Perempuan muda tersebut pun merebahkan diri di atas sofa ruang tamu. Ia mencoba menenangkan dirinya, tapi tetap tidak habis pikir dengan jalan pikiran kekasihnya tersebut. Saat diajak bicara secara langsung seperti ini, ia malah mau pergi lagi entah ke mana. Ia pun merasa harapannya kepada kekasihnya tersebut tidak terlalu besar, sehingga seharusnya mudah saja untuk dipenuhi.

"Dingg ..." terdengar bunyi notifikasi masuk dari sebuah smartphone. Ternyata, bunyi tersebut berasal dari smartphone yang tergeletak di atas meja. Itu adalah smartphone milik Pak Syamsul.

Wulan tidak bisa menahan diri untuk tidak melihat pesan yang masuk. Ada sebuah pesan dari pengirim yang bernama Anita. Sudah jelas bahwa itu adalah nama seorang wanita. Pesan tersebut berbunyi: "Jadi ke sini?"
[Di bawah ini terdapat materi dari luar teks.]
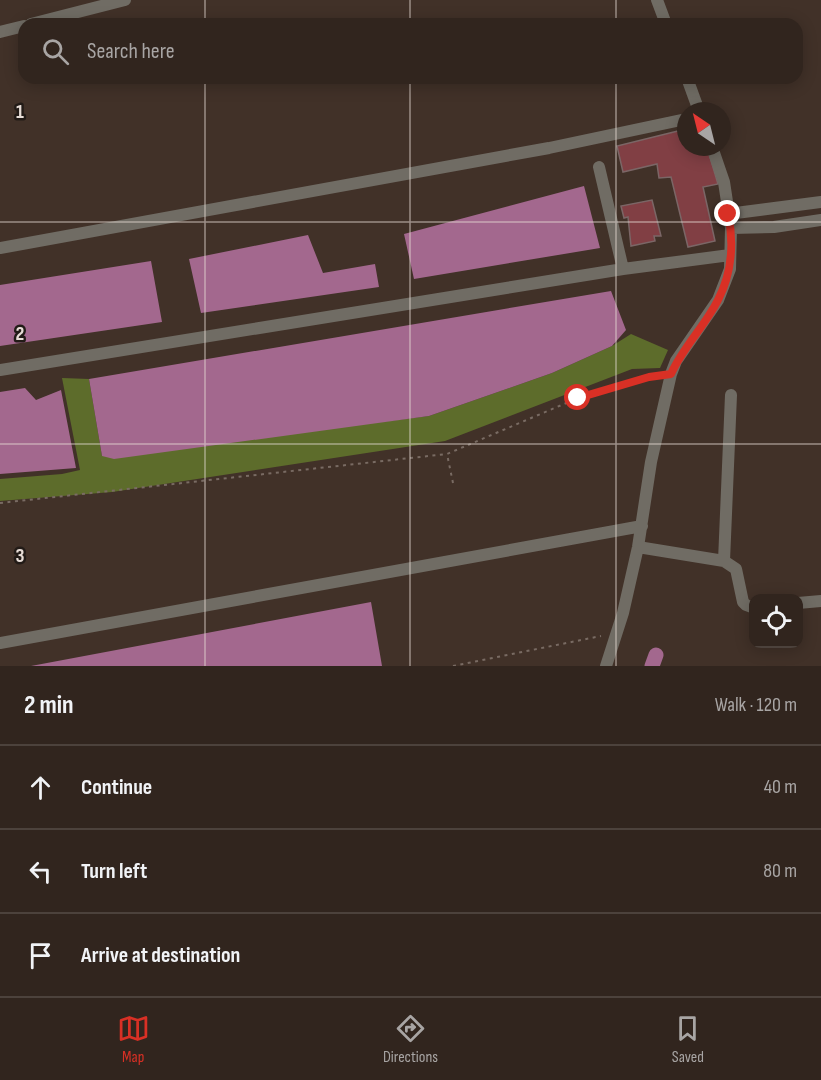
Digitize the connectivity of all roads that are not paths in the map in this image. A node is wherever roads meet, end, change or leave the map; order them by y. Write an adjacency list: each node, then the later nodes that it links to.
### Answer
1 (125, 0): 3 (street)
2 (657, 0): 4 (street)
3 (55, 18)
4 (664, 18)
5 (18, 28): 6 (street)
6 (0, 32)
7 (689, 84): 8 (street)
8 (696, 102)
9 (677, 121): 16 (street)
10 (715, 156): 13 (street)
11 (599, 167): 18 (street)
12 (821, 202): 13 (street)
13 (728, 214): 15 (street)
14 (821, 220): 15 (street)
15 (731, 228): 17 (street)
16 (0, 248)
17 (730, 255): 18 (street); 21 (street)
18 (622, 269): 19 (street)
19 (0, 370)
20 (731, 395): 23 (street)
21 (642, 526): 22 (street); 27 (street)
22 (641, 548): 23 (street); 28 (street)
23 (724, 561): 26 (street)
24 (821, 601): 25 (street)
25 (803, 603)
26 (749, 606)
27 (0, 644)
28 (606, 666)

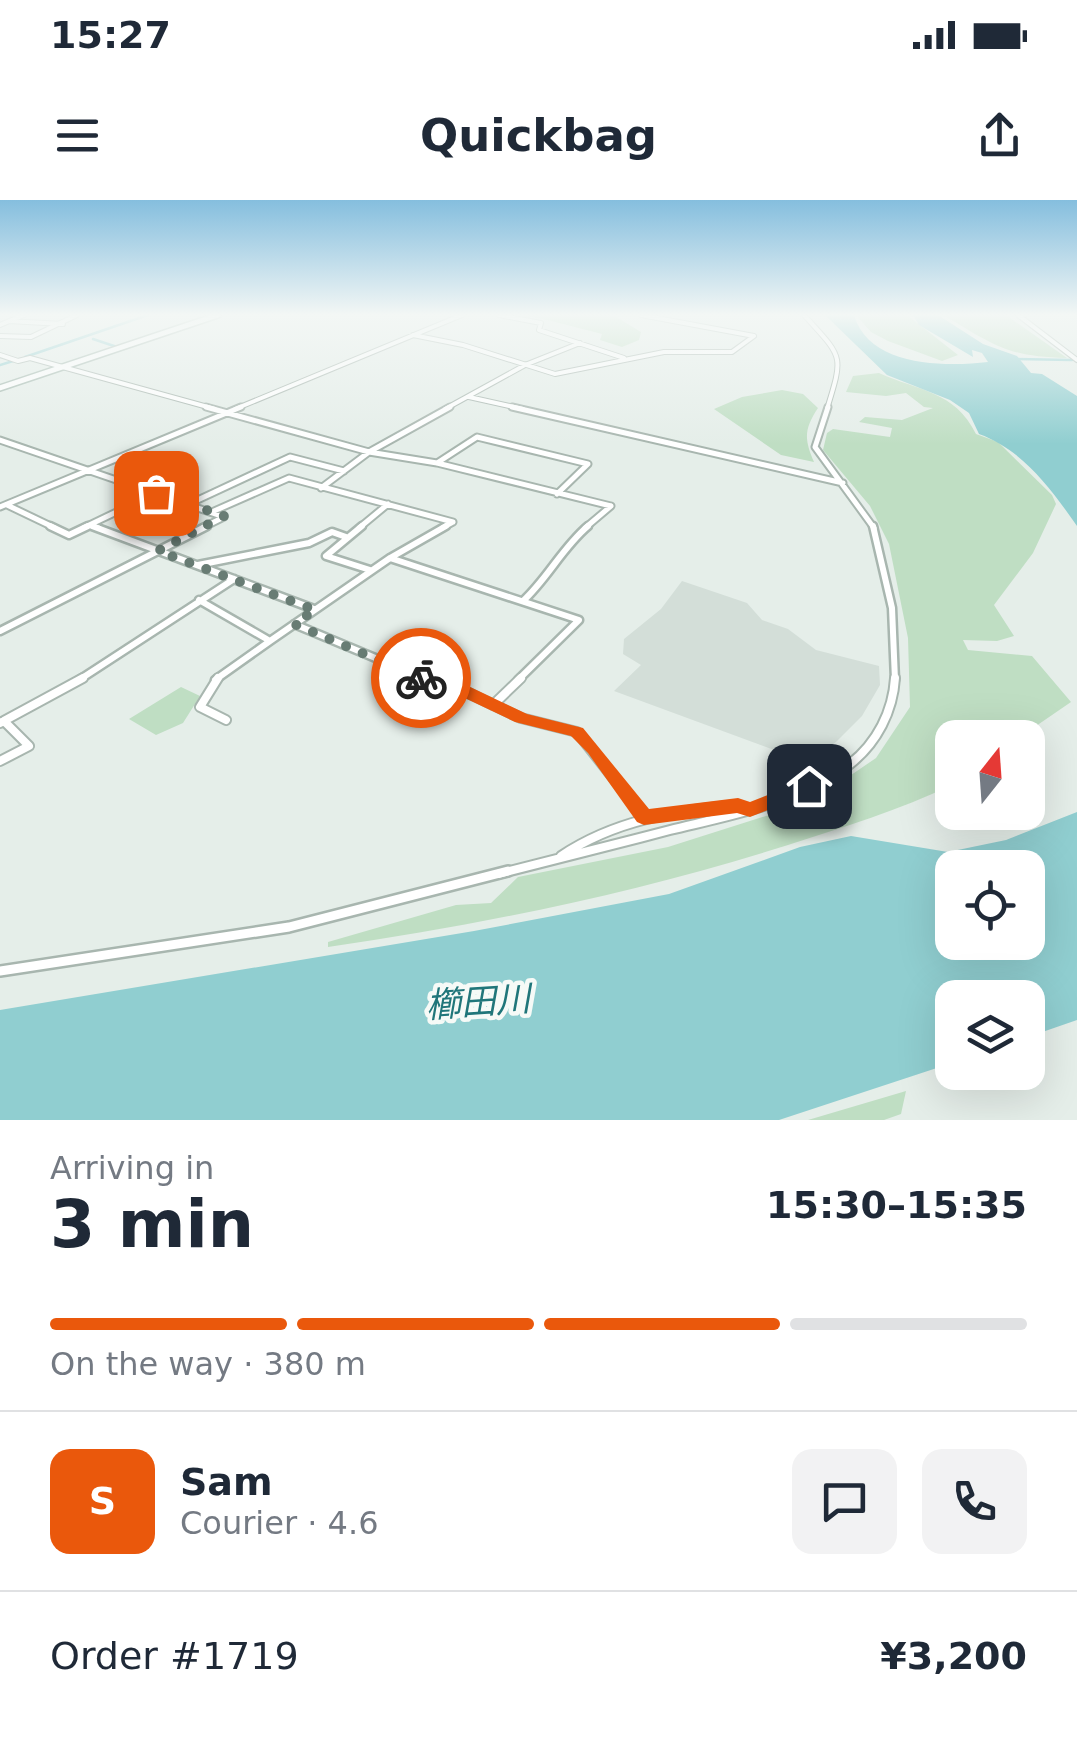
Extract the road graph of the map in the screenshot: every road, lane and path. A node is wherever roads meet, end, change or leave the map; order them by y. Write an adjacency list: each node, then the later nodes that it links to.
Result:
1 (8, 358): 9 (street)
2 (90, 358): 9 (main road)
3 (358, 358): 12 (street)
4 (500, 358): 8 (street)
5 (544, 358): 8 (street)
6 (624, 358): 8 (street)
7 (838, 358): 18 (street)
8 (525, 366): 11 (street)
9 (63, 367): 10 (main road); 12 (street)
10 (0, 388)
11 (470, 397): 14 (street); 18 (street)
12 (228, 413): 14 (street); 16 (street)
13 (0, 440): 16 (street)
14 (369, 452): 15 (street); 17 (street)
15 (437, 462): 21 (street); 21 (street)
16 (89, 470): 20 (street); 23 (street)
17 (344, 471): 19 (street); 24 (street)
18 (843, 483): 43 (street)
19 (321, 488): 22 (street); 25 (street)
20 (156, 493): 24 (street); 26 (street)
21 (556, 494): 34 (street)
22 (388, 503): 27 (street); 29 (street)
23 (3, 505): 26 (street)
24 (188, 505): 25 (street)
25 (214, 512): 28 (street)
26 (90, 525): 28 (street)
27 (346, 537): 30 (street); 31 (street)
28 (158, 551): 30 (street); 37 (street)
29 (390, 558): 31 (street); 34 (street)
30 (196, 566): 32 (street)
31 (371, 570): 35 (street)
32 (234, 579): 33 (street); 35 (street)
33 (199, 600): 38 (street); 41 (street)
34 (522, 601): 39 (street)
35 (315, 610): 36 (street)
36 (294, 624): 38 (street); 39 (street)
37 (0, 631)
38 (270, 642): 40 (street)
39 (493, 705): 44 (street)
40 (226, 720)
41 (2, 722): 42 (street)
42 (0, 762)
43 (750, 810): 44 (street); 45 (street)
44 (644, 817): 45 (street)
45 (556, 860): 46 (street)
46 (0, 971)

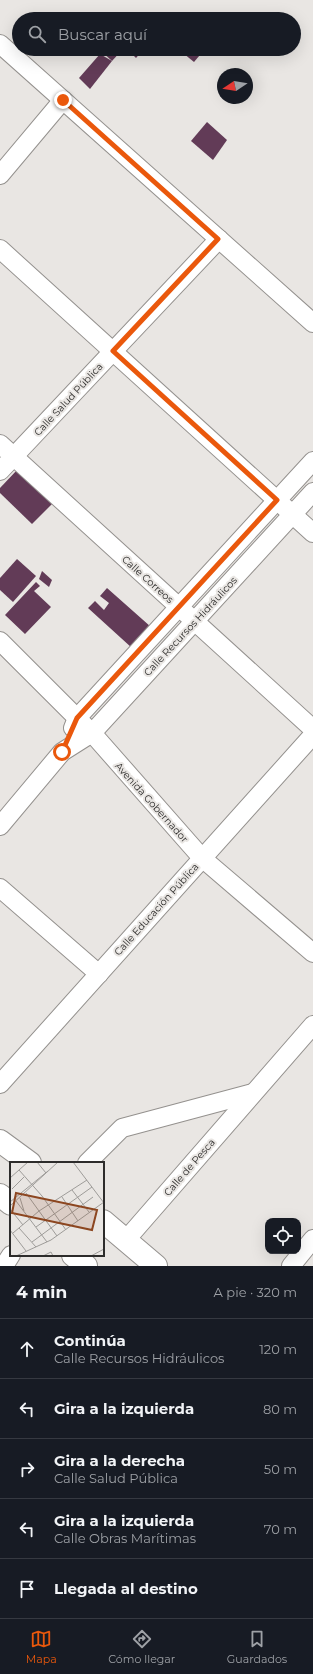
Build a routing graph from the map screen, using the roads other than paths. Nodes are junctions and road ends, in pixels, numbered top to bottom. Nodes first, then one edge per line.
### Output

Perempuan muda tersebut pun naik pitam. Ia membayangkan apa sebenarnya yang dilakukan Pak Syamsul di belakangnya? Apakah pria tua tersebut selingkuh dengan perempuan lain? Kalau tidak, mengapa perempuan tersebut mengirim pesan seperti itu? Dan mengapa waktunya begitu pas dengan saat Pak Syamsul akan pergi?

Wulan tidak bisa berpikir jernih. Ia pun memutuskan untuk pergi keluar rumah untuk menjernihkan pikiran. Ia mengambil kunci mobilnya yang tergantung di dinding ruang keluarga, dan langsung mengeluarkan mobil tersebut dari garasi. Perempuan muda tersebut pun langsung melajukan mobil tanpa menunggu kekasihnya keluar dari kamar mandi.

***

Begitu keluar dari kamar mandi, Pak Syamsul bingung karena Wulan sudah tidak ada di ruang tamu. Kekasihnya tersebut pun tidak ada di kamar dan ruangan-ruangan lain di rumah tersebut. Saat mengecek garasi, ia melihat mobil milik perempuan tersebut sudah tidak ada.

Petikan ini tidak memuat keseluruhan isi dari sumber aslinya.